Tuesday, 24 February 2015

Gritty problems plague sand

Demand is growing but supply and storage issues keep prices volatile
Sand, a key construction material, has been a source of angst for developers. Availability woes have led to volatile prices. “There is a lot of uncertainty in procuring this crucial raw material,” says C Shekar Reddy, President, CREDAI National, an association of real estate developers.
Chitty Babu, Chairman and CEO of Akshaya, a Chennai-based property developer, notes that sand prices in Chennai were in the range of ₹600 per cubic meter (cu. m.) in 2012, but zoomed to a peak of ₹2,600 per cu. m. in 2013-14 due to local bans. This has eased now and sand is available from a couple of quarries.
Supply gaps
Demand for sand has been growing from the residential segment as well as for developing infrastructure, such as airports, ports and metro rail. Chitty Babu says that demand has shot up 10-fold over the last decade.
And although supply is available, the extraction process has not been efficient. Sand occurs naturally in river beds and can be extracted directly. Local, State, and in some cases, Central government permissions are required for mining sand. But similar to illegal mining issues seen with iron ore, there have been problems in this segment too — contractors extract more sand than what they are allowed to remove and operate beyond their stipulated hours.
The rights to mine sand are often controlled by cartels and vested interest groups. Courts have come down heavily on such quarrying and shut their operations. This has aggravated scarcity in certain regions.
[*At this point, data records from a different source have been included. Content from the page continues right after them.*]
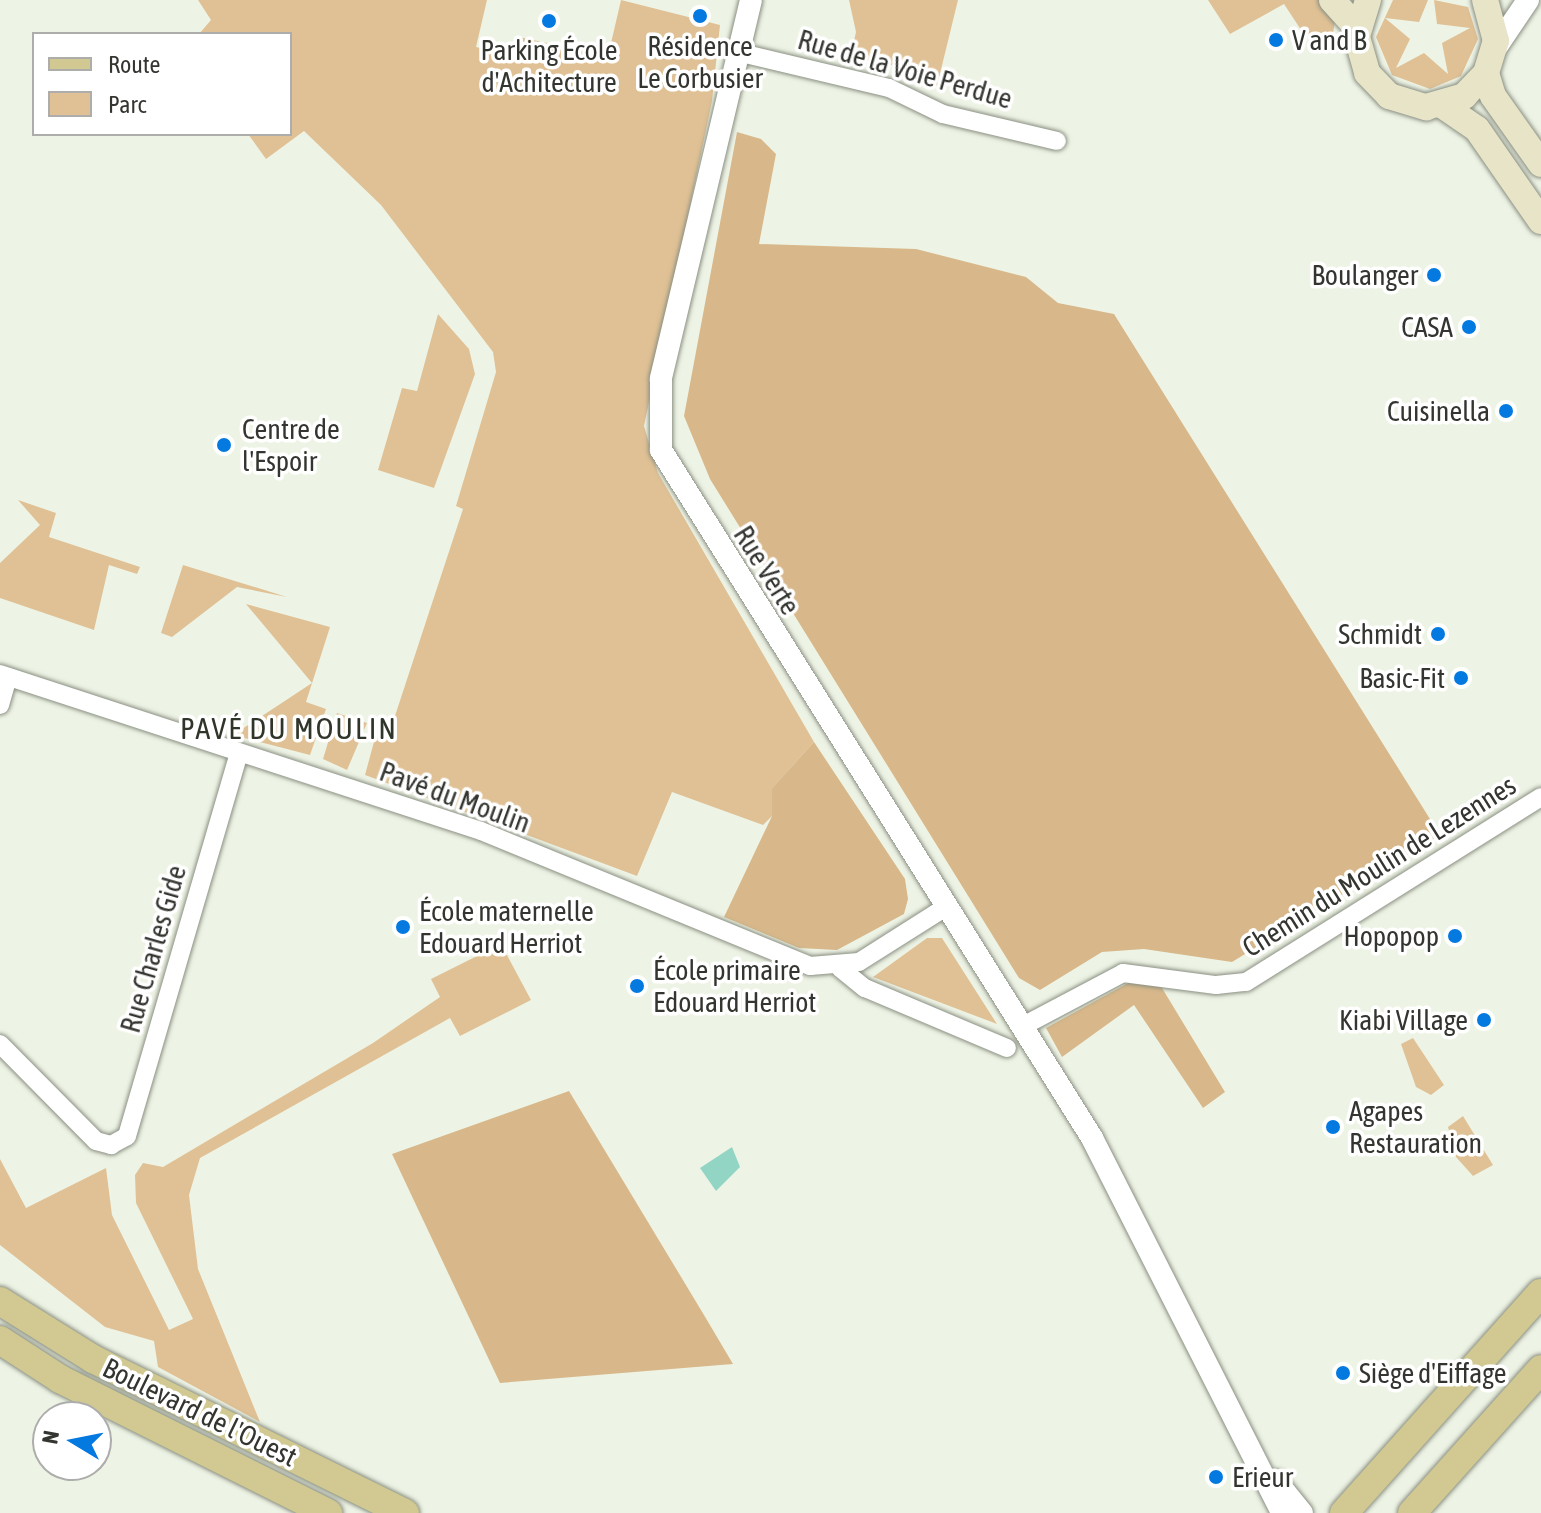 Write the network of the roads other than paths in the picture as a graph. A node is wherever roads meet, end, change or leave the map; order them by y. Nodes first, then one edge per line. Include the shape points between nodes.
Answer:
1 (748, 0) edge
2 (1332, 0) edge
3 (1368, 0) edge
4 (1485, 0) edge
5 (1528, 0) edge
6 (1358, 29) junction
7 (737, 52) junction
8 (1490, 61) junction
9 (1442, 105) junction
10 (1057, 141) dead end
11 (1541, 164) edge
12 (1541, 221) edge
13 (4, 676) edge
14 (0, 705) edge
15 (239, 753) junction
16 (1541, 797) edge
17 (946, 907) junction
18 (840, 968) junction
19 (1023, 1026) junction
20 (0, 1044) edge
21 (1007, 1048) dead end
22 (1541, 1293) edge
23 (0, 1301) edge
24 (0, 1340) edge
25 (1541, 1369) edge
26 (1240, 1436) junction
27 (328, 1513) edge
28 (405, 1513) edge
29 (1282, 1513) edge
30 (1302, 1513) edge
31 (1344, 1513) edge
32 (1412, 1513) edge

1 - 7 street, Rue Verte
2 - 6 main road
3 - 6 main road
4 - 8 main road
5 - 8 street
6 - 9 main road via 1360,59 1376,86 1411,105
7 - 10 street, Rue de la Voie Perdue via 889,88 943,114
7 - 17 street, Rue Verte via 659,390 661,450
8 - 9 main road
8 - 11 main road
9 - 12 main road via 1477,129
13 - 14 street
13 - 15 street, Pavé du Moulin
15 - 18 street, Pavé du Moulin via 481,831 799,963
15 - 20 street, Rue Charles Gide via 127,1136 104,1144
16 - 19 street, Chemin du Moulin de Lezennes via 1246,982 1227,986 1123,973
17 - 18 street
17 - 19 street, Rue Verte
18 - 21 street, Pavé du Moulin via 865,988
19 - 26 street, Rue Verte via 1102,1156
22 - 31 main road
23 - 28 main road, Boulevard de l'Ouest via 93,1359
24 - 27 main road, Boulevard de l'Ouest via 73,1386
25 - 32 main road
26 - 29 street
26 - 30 street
Even in places where operations have been streamlined, the output has not been enough to meet demand and prices have drifted upwards. One example Reddy points to is Visakhapatnam. Here, quarrying operations have been handed over to women’s self-help groups. Prices in the State have increased substantially. For instance, sand is up from ₹750 per cu. m. to double that in Visakhapatnam and over ₹1,000 per cu. m. in Nellore and Vijayawada.
Local issues
Another aspect that adds to sand’s availability woes is that unlike other building materials, there is no inventory maintained. Even in factories where concrete mix is produced, sand storage in silos is sufficient for only a few days. Due to lack of inventory, transportation and logistics are important issues and lorry strikes add to the woes, says Arvind Gowda, CEO of Expat Engineering, a developer with presence in multiple cities.
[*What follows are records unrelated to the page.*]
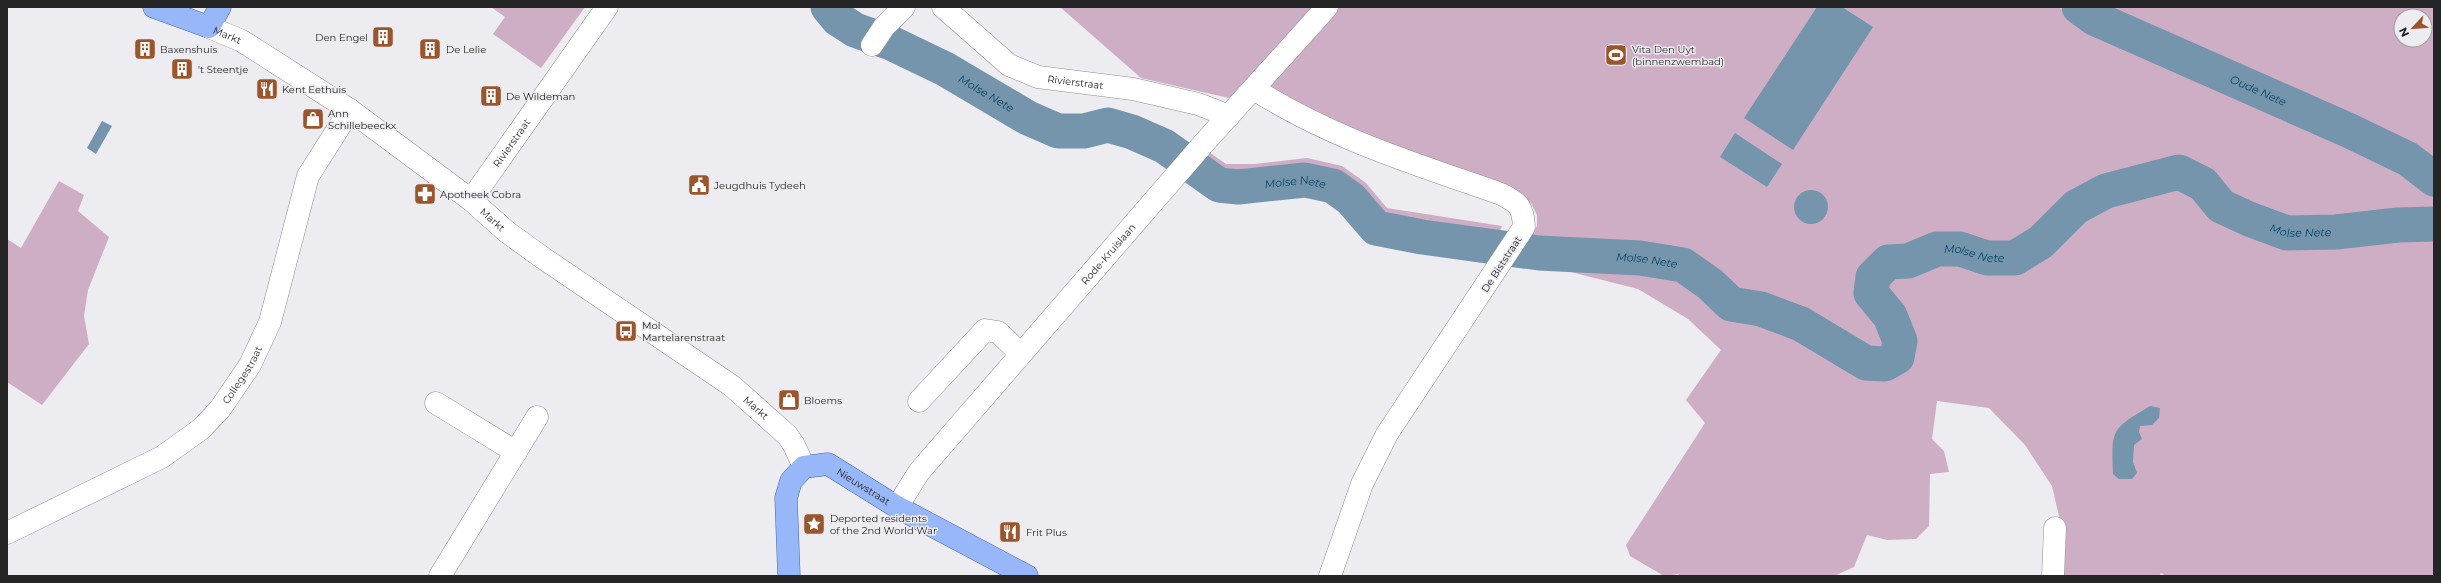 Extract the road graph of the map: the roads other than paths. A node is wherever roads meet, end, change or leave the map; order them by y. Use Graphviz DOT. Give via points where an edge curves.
graph roads {
  1 [pos="154,7"];
  2 [pos="220,7"];
  3 [pos="607,7"];
  4 [pos="904,7"];
  5 [pos="942,7"];
  6 [pos="1327,7"];
  7 [pos="209,27"];
  8 [pos="872,45"];
  9 [pos="1254,88"];
  10 [pos="350,110"];
  11 [pos="1228,116"];
  12 [pos="472,200"];
  13 [pos="1021,354"];
  14 [pos="919,401"];
  15 [pos="436,403"];
  16 [pos="538,417"];
  17 [pos="516,452"];
  18 [pos="804,467"];
  19 [pos="897,507"];
  20 [pos="2055,528"];
  21 [pos="7,533"];
  22 [pos="440,576"];
  23 [pos="789,576"];
  24 [pos="1027,576"];
  25 [pos="1330,576"];
  26 [pos="2054,576"];
  1 -- 7 [label="main road, Markt"];
  2 -- 7 [label="main road"];
  3 -- 12 [label="street, Rivierstraat"];
  4 -- 8 [label="street" via="884,27"];
  5 -- 11 [label="street, Rivierstraat" via="1009,65 1038,78 1133,89 1198,104"];
  6 -- 9 [label="street, Rode-Kruislaan"];
  7 -- 10 [label="street, Markt" via="242,41"];
  9 -- 11 [label="street, Rode-Kruislaan"];
  9 -- 25 [label="street, De Biststraat" via="1303,118 1360,144 1502,194 1515,201 1523,212 1524,227 1504,260 1387,434 1362,484"];
  10 -- 12 [label="street, Markt"];
  10 -- 21 [label="street, Collegestraat" via="308,176 270,322 250,365 220,409 202,429 162,457"];
  11 -- 13 [label="street, Rode-Kruislaan"];
  12 -- 18 [label="street, Markt" via="507,232 543,258 732,386 786,435 794,445"];
  13 -- 14 [label="street" via="998,332 985,330"];
  13 -- 19 [label="street, Rode-Kruislaan" via="918,472"];
  15 -- 17 [label="street"];
  16 -- 17 [label="street"];
  17 -- 22 [label="street"];
  18 -- 19 [label="main road, Nieuwstraat" via="828,464"];
  18 -- 23 [label="main road" via="791,481 786,498"];
  19 -- 24 [label="main road, Nieuwstraat"];
  20 -- 26 [label="street"];
}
Bulk of the demand comes from metros and sand needs to be transported over long distances. For example, sand for the Bangalore region is brought from locations including Tumkur, Mangalore and Tiruchi in Tamil Nadu. In regions where sand is not available close by, sand costs jump up when fuel costs rise. That said, the recent drop in diesel prices has not lowered sand costs, say builders.
Wherever possible, sand is purchased from the closest sources. As local supply decides prices, there are wide variations between regions.
For instance, sand price in Noida is over ₹2,000 per cu. m. while in Chennai it is closer to ₹1,500 per cu. m. Also, costs are higher during the monsoon season compared with summer months, because mining is easier in the dry season.
Alternative sources
To meet demand, developers are increasingly using mechanised sand, popularly known as m-sand. This is manufactured from quarries by grinding rock. It is not just more readily available but also has cost advantages. For instance, in Hyderabad, where natural sand costs around ₹950 per cu. m., m-sand costs ₹550 per cu. m. However, m-sand is not for plastering and is suitable only for concrete mixing. Most ready-mix concrete plants already use this alternative. Over half the developers are opting for pre-mixed concrete in their construction.
Another source of natural sand is the sea. But it is not used in the construction of concrete structures because it contains salt which absorbs moisture, says Gowda. Hence, it is used primarily for plastering. One other way to obtain more natural sand is by de-silting reservoirs in urban areas. Data shows that nearly 75 lakes in Bangalore have disappeared in the last 25 years due to lack of maintenance. Removing silt from water bodies using dredging equipment can help protect them and also be a source of sand — a win-win for all, says Reddy.
Price trend
One square foot of built-up area requires 1.2 cubic feet of sand. In Chennai, sand cost would be ₹50 per sq ft sold. Typical construction costs are around ₹1,200 per sq ft. Total sand costs, river sand and m-sand form 5 per cent of building civil shell and core cost in the Mumbai area, says Harleen Oberoi, Executive Director, Project Management, Cushman & Wakefield, a real estate consulting firm. He notes that river sand prices have fallen by around 20 per cent while m-sand prices have increased by around 10 per cent in the last three years.
In most regions, the expectation is that sand prices may remain range-bound. While supply issues could persist, the use of m-sand, slow launches in the residential segment and respite in diesel costs may keep prices from rising steeply.